On a Sunday afternoon she was there, sitting across the street from the oak and watching it carefully. She said the tree was "very, very old" and pointed to plaques that had been placed in recognition of its historical status. She added that she's not allowed to sit under the tree for very long. When the police come they tell her to move. But she loves to sleep under the tree when she can.

"It makes me feel safe," she said.

And although she said she moves around quite a bit, she does not worry about the tree when she's away from it. "I miss it, but I know it will be there when I come back," she said.

A lot of people feel that way.

The Encino Oak has been a local anchor of stability in an ever-transforming city and world. When you look at, or touch the tree, you can see and feel the past, present and future at once. Frozen. As if the tree is a time-traveler that never moves. It is the then, the now and the what-will-be, rolled up into one awe-inspiring organism. It deserves respect, consideration and admiration. Above all, it needs our protection.

Without it the Encino Oak will be history.

— • —

Epilogue
Almost six years after this article's publication in the Spring 1992 issue of the Piece College magazine The Bull, the Encino Oak found itself in the thick of a series of El Niño-powered storms that tore through Southern California. With its branches weighed down by punishing rains that also softened the soil around its trunk, the tree uprooted, fell and died the evening of February 7, 1998.

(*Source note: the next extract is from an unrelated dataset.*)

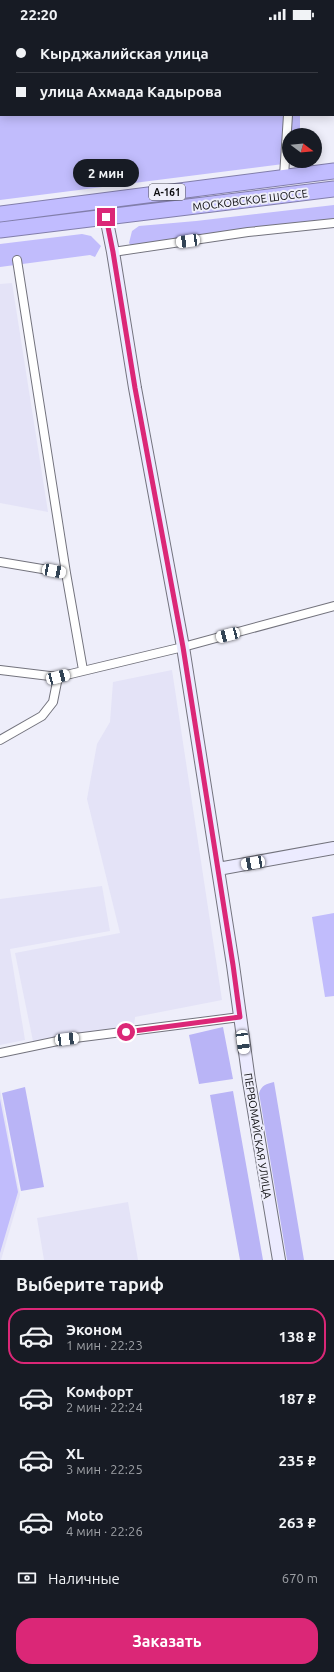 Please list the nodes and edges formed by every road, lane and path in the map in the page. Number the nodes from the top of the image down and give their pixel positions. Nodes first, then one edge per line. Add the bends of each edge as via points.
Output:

In a touch of irony that pointed to the fact that the 50-odd years of valley growth and development was a strong contributor to the tree's death, I am proud to write that its limbs did crush two empty cars parked within reach of its 150-wide bough spread.

As the sound of chainsaws filled the air, many people who came to the scene of destruction over the somber days that followed openly wept as if losing an old friend. Some made dashes under the yellow police tape to get a branch here, a twig there… something with which to remember the 1,000-year-old landmark that was now history.

Heartsick, I myself took nothing more than a single, small leaf that I still have. It was enough.

A year later, near the first anniversary of the oak's demise, another oak tree was planted, and a section of the 1,000-year-old oak's trunk was placed near where the majestic tree had once stood so tall and proud. I'm not sure if the monument serves as testament to the oak's grandeur, or our failure to protect it.